[Available data — start]

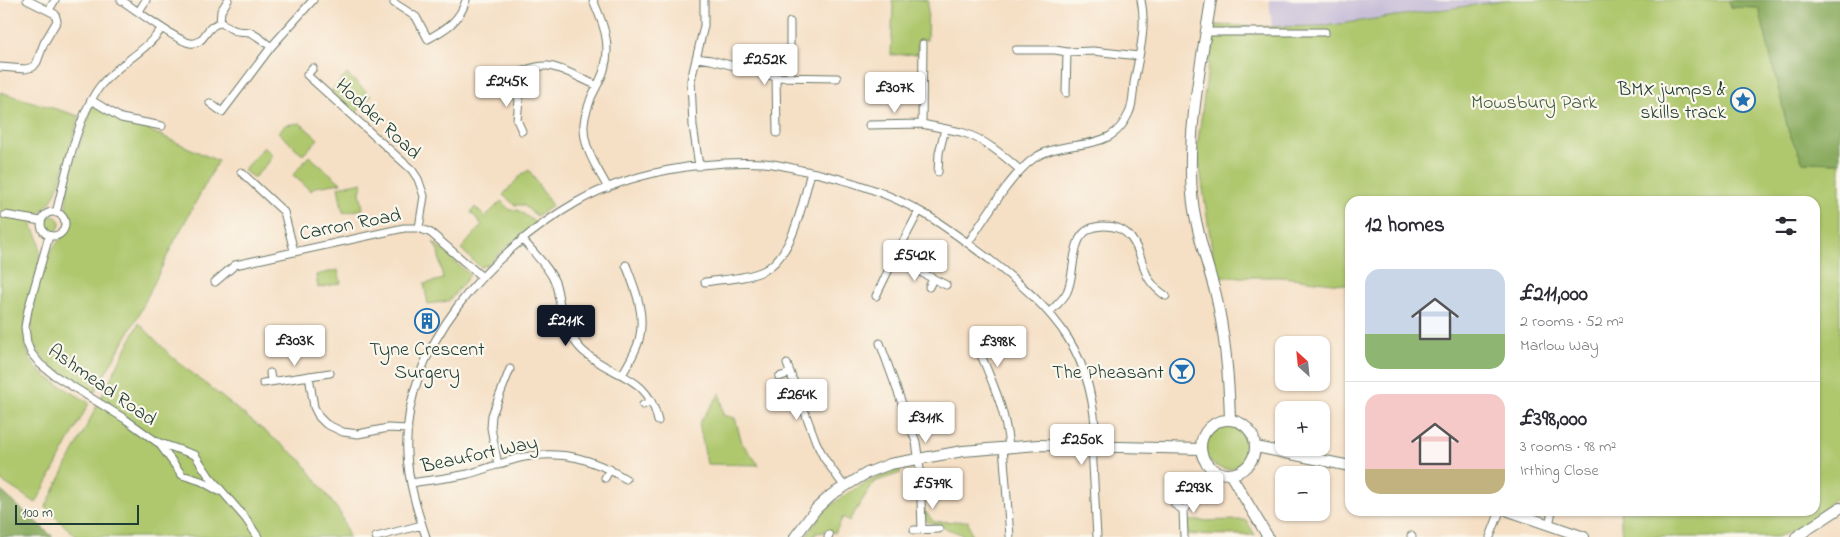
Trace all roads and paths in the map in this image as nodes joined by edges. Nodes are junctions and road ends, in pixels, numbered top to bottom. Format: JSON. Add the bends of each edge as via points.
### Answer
{"nodes":[{"id":1,"x":27,"y":0,"type":"edge"},
{"id":2,"x":55,"y":0,"type":"edge"},
{"id":3,"x":121,"y":0,"type":"edge"},
{"id":4,"x":146,"y":0,"type":"edge"},
{"id":5,"x":228,"y":0,"type":"edge"},
{"id":6,"x":314,"y":0,"type":"edge"},
{"id":7,"x":466,"y":0,"type":"edge"},
{"id":8,"x":593,"y":0,"type":"edge"},
{"id":9,"x":704,"y":0,"type":"edge"},
{"id":10,"x":1141,"y":0,"type":"edge"},
{"id":11,"x":1211,"y":0,"type":"edge"},
{"id":12,"x":394,"y":4,"type":"dead end"},
{"id":13,"x":49,"y":10,"type":"junction"},
{"id":14,"x":139,"y":11,"type":"junction"},
{"id":15,"x":790,"y":22,"type":"dead end"},
{"id":16,"x":220,"y":23,"type":"junction"},
{"id":17,"x":162,"y":28,"type":"junction"},
{"id":18,"x":1206,"y":32,"type":"junction"},
{"id":19,"x":1324,"y":32,"type":"dead end"},
{"id":20,"x":923,"y":44,"type":"dead end"},
{"id":21,"x":271,"y":47,"type":"junction"},
{"id":22,"x":1016,"y":50,"type":"dead end"},
{"id":23,"x":1067,"y":52,"type":"junction"},
{"id":24,"x":1139,"y":56,"type":"junction"},
{"id":25,"x":696,"y":58,"type":"junction"},
{"id":26,"x":0,"y":67,"type":"edge"},
{"id":27,"x":313,"y":68,"type":"dead end"},
{"id":28,"x":790,"y":77,"type":"junction"},
{"id":29,"x":509,"y":78,"type":"junction"},
{"id":30,"x":776,"y":78,"type":"junction"},
{"id":31,"x":837,"y":78,"type":"dead end"},
{"id":32,"x":496,"y":84,"type":"dead end"},
{"id":33,"x":596,"y":85,"type":"junction"},
{"id":34,"x":1066,"y":93,"type":"dead end"},
{"id":35,"x":91,"y":100,"type":"junction"},
{"id":36,"x":210,"y":103,"type":"dead end"},
{"id":37,"x":922,"y":124,"type":"junction"},
{"id":38,"x":869,"y":125,"type":"dead end"},
{"id":39,"x":162,"y":126,"type":"dead end"},
{"id":40,"x":945,"y":129,"type":"junction"},
{"id":41,"x":522,"y":131,"type":"dead end"},
{"id":42,"x":778,"y":133,"type":"dead end"},
{"id":43,"x":699,"y":166,"type":"junction"},
{"id":44,"x":1020,"y":170,"type":"junction"},
{"id":45,"x":240,"y":172,"type":"dead end"},
{"id":46,"x":811,"y":172,"type":"junction"},
{"id":47,"x":938,"y":172,"type":"dead end"},
{"id":48,"x":608,"y":188,"type":"junction"},
{"id":49,"x":919,"y":211,"type":"junction"},
{"id":50,"x":56,"y":213,"type":"junction"},
{"id":51,"x":5,"y":215,"type":"dead end"},
{"id":52,"x":41,"y":221,"type":"junction"},
{"id":53,"x":419,"y":228,"type":"junction"},
{"id":54,"x":49,"y":236,"type":"junction"},
{"id":55,"x":522,"y":240,"type":"junction"},
{"id":56,"x":968,"y":243,"type":"junction"},
{"id":57,"x":294,"y":251,"type":"junction"},
{"id":58,"x":894,"y":259,"type":"junction"},
{"id":59,"x":626,"y":264,"type":"dead end"},
{"id":60,"x":482,"y":278,"type":"junction"},
{"id":61,"x":933,"y":279,"type":"junction"},
{"id":62,"x":215,"y":282,"type":"dead end"},
{"id":63,"x":705,"y":282,"type":"dead end"},
{"id":64,"x":946,"y":285,"type":"dead end"},
{"id":65,"x":929,"y":287,"type":"dead end"},
{"id":66,"x":876,"y":296,"type":"dead end"},
{"id":67,"x":1166,"y":296,"type":"dead end"},
{"id":68,"x":1050,"y":312,"type":"junction"},
{"id":69,"x":880,"y":343,"type":"dead end"},
{"id":70,"x":976,"y":343,"type":"dead end"},
{"id":71,"x":787,"y":364,"type":"dead end"},
{"id":72,"x":510,"y":369,"type":"dead end"},
{"id":73,"x":790,"y":373,"type":"junction"},
{"id":74,"x":330,"y":374,"type":"dead end"},
{"id":75,"x":622,"y":375,"type":"junction"},
{"id":76,"x":309,"y":376,"type":"junction"},
{"id":77,"x":779,"y":377,"type":"dead end"},
{"id":78,"x":263,"y":382,"type":"dead end"},
{"id":79,"x":651,"y":402,"type":"junction"},
{"id":80,"x":643,"y":405,"type":"dead end"},
{"id":81,"x":1230,"y":420,"type":"junction"},
{"id":82,"x":658,"y":421,"type":"dead end"},
{"id":83,"x":408,"y":429,"type":"junction"},
{"id":84,"x":157,"y":442,"type":"junction"},
{"id":85,"x":1094,"y":446,"type":"junction"},
{"id":86,"x":1006,"y":447,"type":"junction"},
{"id":87,"x":1256,"y":447,"type":"junction"},
{"id":88,"x":1201,"y":449,"type":"junction"},
{"id":89,"x":919,"y":458,"type":"junction"},
{"id":90,"x":498,"y":465,"type":"junction"},
{"id":91,"x":1345,"y":465,"type":"edge"},
{"id":92,"x":610,"y":469,"type":"junction"},
{"id":93,"x":1230,"y":474,"type":"junction"},
{"id":94,"x":605,"y":478,"type":"dead end"},
{"id":95,"x":626,"y":479,"type":"dead end"},
{"id":96,"x":411,"y":484,"type":"junction"},
{"id":97,"x":844,"y":486,"type":"junction"},
{"id":98,"x":224,"y":494,"type":"junction"},
{"id":99,"x":1190,"y":504,"type":"dead end"},
{"id":100,"x":1175,"y":505,"type":"dead end"},
{"id":101,"x":1840,"y":508,"type":"edge"},
{"id":102,"x":1182,"y":510,"type":"junction"},
{"id":103,"x":1498,"y":516,"type":"edge"},
{"id":104,"x":1523,"y":516,"type":"edge"},
{"id":105,"x":1551,"y":516,"type":"edge"},
{"id":106,"x":422,"y":525,"type":"junction"},
{"id":107,"x":1549,"y":525,"type":"junction"},
{"id":108,"x":939,"y":528,"type":"dead end"},
{"id":109,"x":922,"y":529,"type":"junction"},
{"id":110,"x":914,"y":530,"type":"dead end"},
{"id":111,"x":1808,"y":534,"type":"edge"},
{"id":112,"x":1010,"y":536,"type":"edge"},
{"id":113,"x":258,"y":537,"type":"edge"},
{"id":114,"x":376,"y":537,"type":"edge"},
{"id":115,"x":426,"y":537,"type":"edge"},
{"id":116,"x":795,"y":537,"type":"edge"},
{"id":117,"x":1097,"y":537,"type":"edge"},
{"id":118,"x":1184,"y":537,"type":"edge"},
{"id":119,"x":1268,"y":537,"type":"edge"},
{"id":120,"x":1490,"y":537,"type":"edge"},
{"id":121,"x":1584,"y":537,"type":"edge"},
{"id":122,"x":1796,"y":537,"type":"edge"}],
"edges":[{"from":1,"to":13,"type":"street"},
{"from":2,"to":13,"type":"street"},
{"from":3,"to":14,"type":"street"},
{"from":4,"to":14,"type":"street"},
{"from":5,"to":16,"type":"street","via":[[221,11]]},
{"from":6,"to":21,"type":"street"},
{"from":7,"to":12,"type":"street","via":[[457,20],[428,39],[416,17]]},
{"from":8,"to":33,"type":"street","via":[[607,41],[603,72]]},
{"from":9,"to":25,"type":"street","via":[[704,26]]},
{"from":10,"to":24,"type":"street","via":[[1143,15]]},
{"from":11,"to":18,"type":"main road"},
{"from":13,"to":26,"type":"street","via":[[57,21],[44,43],[38,62],[25,69]]},
{"from":14,"to":17,"type":"street"},
{"from":15,"to":28,"type":"street"},
{"from":16,"to":17,"type":"street","via":[[212,26],[197,43],[188,43]]},
{"from":16,"to":21,"type":"street","via":[[251,33]]},
{"from":17,"to":35,"type":"street","name":"Ashmead Road","via":[[155,39],[111,74]]},
{"from":18,"to":19,"type":"street"},
{"from":18,"to":81,"type":"main road","via":[[1192,131],[1191,173],[1197,228],[1221,325]]},
{"from":20,"to":37,"type":"street"},
{"from":21,"to":36,"type":"street","via":[[222,112]]},
{"from":22,"to":23,"type":"street"},
{"from":23,"to":24,"type":"street"},
{"from":23,"to":34,"type":"street"},
{"from":24,"to":44,"type":"street","via":[[1130,111],[1111,136],[1044,152]]},
{"from":25,"to":30,"type":"street"},
{"from":25,"to":43,"type":"street","via":[[691,102]]},
{"from":27,"to":53,"type":"street","name":"Hodder Road","via":[[307,75],[417,177],[424,196]]},
{"from":28,"to":30,"type":"street"},
{"from":28,"to":31,"type":"street"},
{"from":29,"to":32,"type":"street"},
{"from":29,"to":33,"type":"street","via":[[549,66]]},
{"from":29,"to":41,"type":"street","via":[[519,100],[517,120]]},
{"from":30,"to":42,"type":"street"},
{"from":33,"to":48,"type":"street","via":[[586,112],[585,140]]},
{"from":35,"to":39,"type":"street","via":[[121,118]]},
{"from":35,"to":50,"type":"street","name":"Ashmead Road","via":[[81,123]]},
{"from":37,"to":38,"type":"street"},
{"from":37,"to":40,"type":"street"},
{"from":40,"to":44,"type":"street","via":[[980,140]]},
{"from":40,"to":47,"type":"street","via":[[938,153]]},
{"from":43,"to":46,"type":"street","via":[[766,163]]},
{"from":43,"to":48,"type":"street","via":[[647,175]]},
{"from":44,"to":56,"type":"street"},
{"from":45,"to":57,"type":"street","via":[[284,212]]},
{"from":46,"to":49,"type":"street","via":[[841,178]]},
{"from":46,"to":63,"type":"street","via":[[789,244],[777,259],[754,275]]},
{"from":48,"to":55,"type":"street","via":[[578,202]]},
{"from":49,"to":56,"type":"street"},
{"from":49,"to":58,"type":"street"},
{"from":50,"to":52,"type":"street","via":[[47,214]]},
{"from":50,"to":54,"type":"street","name":"Ashmead Road","via":[[63,217],[64,227],[58,235]]},
{"from":51,"to":52,"type":"street"},
{"from":52,"to":54,"type":"street","via":[[42,231]]},
{"from":53,"to":57,"type":"street","name":"Carron Road","via":[[404,228]]},
{"from":53,"to":60,"type":"street","name":"Carron Road","via":[[431,233]]},
{"from":54,"to":84,"type":"street","name":"Ashmead Road","via":[[25,327],[31,353],[54,375]]},
{"from":55,"to":60,"type":"street"},
{"from":55,"to":75,"type":"street","via":[[555,282],[565,323],[573,338],[583,351]]},
{"from":56,"to":68,"type":"street"},
{"from":57,"to":62,"type":"street","name":"Carron Road","via":[[235,265]]},
{"from":58,"to":61,"type":"street"},
{"from":58,"to":66,"type":"street"},
{"from":59,"to":75,"type":"street","via":[[638,294],[642,317],[640,339]]},
{"from":60,"to":83,"type":"street","via":[[440,331],[424,363],[414,391]]},
{"from":61,"to":64,"type":"street"},
{"from":61,"to":65,"type":"street"},
{"from":67,"to":68,"type":"street","via":[[1146,275],[1137,247],[1130,237],[1112,226],[1099,226],[1077,240],[1067,292]]},
{"from":68,"to":85,"type":"street","via":[[1066,334],[1088,380],[1096,418]]},
{"from":69,"to":89,"type":"street","via":[[908,417]]},
{"from":70,"to":86,"type":"street","via":[[1000,401],[1006,423]]},
{"from":71,"to":73,"type":"street"},
{"from":72,"to":90,"type":"street","via":[[492,415],[491,428]]},
{"from":73,"to":77,"type":"street"},
{"from":73,"to":97,"type":"street","via":[[816,442]]},
{"from":74,"to":76,"type":"street"},
{"from":75,"to":79,"type":"street","via":[[643,389]]},
{"from":76,"to":78,"type":"street","via":[[271,377]]},
{"from":76,"to":83,"type":"street","via":[[314,407],[326,424],[343,432],[358,434],[388,428]]},
{"from":79,"to":80,"type":"street"},
{"from":79,"to":82,"type":"street"},
{"from":81,"to":87,"type":"main road","via":[[1244,424]]},
{"from":81,"to":88,"type":"main road","via":[[1211,425],[1205,432]]},
{"from":83,"to":96,"type":"street"},
{"from":84,"to":98,"type":"street","name":"Ashmead Road","via":[[182,475]]},
{"from":84,"to":98,"type":"street","name":"Ashmead Road","via":[[194,455]]},
{"from":85,"to":86,"type":"main road"},
{"from":85,"to":88,"type":"main road"},
{"from":85,"to":117,"type":"street"},
{"from":86,"to":89,"type":"main road"},
{"from":86,"to":112,"type":"street"},
{"from":87,"to":91,"type":"main road"},
{"from":87,"to":93,"type":"main road","via":[[1250,462]]},
{"from":88,"to":93,"type":"main road","via":[[1207,464],[1214,470]]},
{"from":89,"to":97,"type":"main road","via":[[890,464]]},
{"from":89,"to":109,"type":"street"},
{"from":90,"to":92,"type":"street","name":"Beaufort Way","via":[[545,454],[587,459]]},
{"from":90,"to":96,"type":"street","name":"Beaufort Way"},
{"from":92,"to":94,"type":"street"},
{"from":92,"to":95,"type":"street","name":"Beaufort Way"},
{"from":93,"to":119,"type":"main road"},
{"from":96,"to":106,"type":"street"},
{"from":97,"to":116,"type":"main road","via":[[816,509]]},
{"from":98,"to":113,"type":"street","name":"Ashmead Road"},
{"from":99,"to":102,"type":"street"},
{"from":100,"to":102,"type":"street"},
{"from":101,"to":111,"type":"main road"},
{"from":102,"to":118,"type":"street"},
{"from":103,"to":120,"type":"street"},
{"from":104,"to":107,"type":"main road"},
{"from":105,"to":107,"type":"street"},
{"from":106,"to":114,"type":"street"},
{"from":106,"to":115,"type":"street"},
{"from":107,"to":121,"type":"main road"},
{"from":108,"to":109,"type":"street"},
{"from":109,"to":110,"type":"street"},
{"from":111,"to":122,"type":"main road"}]}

[Available data — finish]

## Task brief:
Which lines of the data include "Ashmead"? Copy each of them.

## Solution:
{"from":17,"to":35,"type":"street","name":"Ashmead Road","via":[[155,39],[111,74]]},
{"from":35,"to":50,"type":"street","name":"Ashmead Road","via":[[81,123]]},
{"from":50,"to":54,"type":"street","name":"Ashmead Road","via":[[63,217],[64,227],[58,235]]},
{"from":54,"to":84,"type":"street","name":"Ashmead Road","via":[[25,327],[31,353],[54,375]]},
{"from":84,"to":98,"type":"street","name":"Ashmead Road","via":[[182,475]]},
{"from":84,"to":98,"type":"street","name":"Ashmead Road","via":[[194,455]]},
{"from":98,"to":113,"type":"street","name":"Ashmead Road"},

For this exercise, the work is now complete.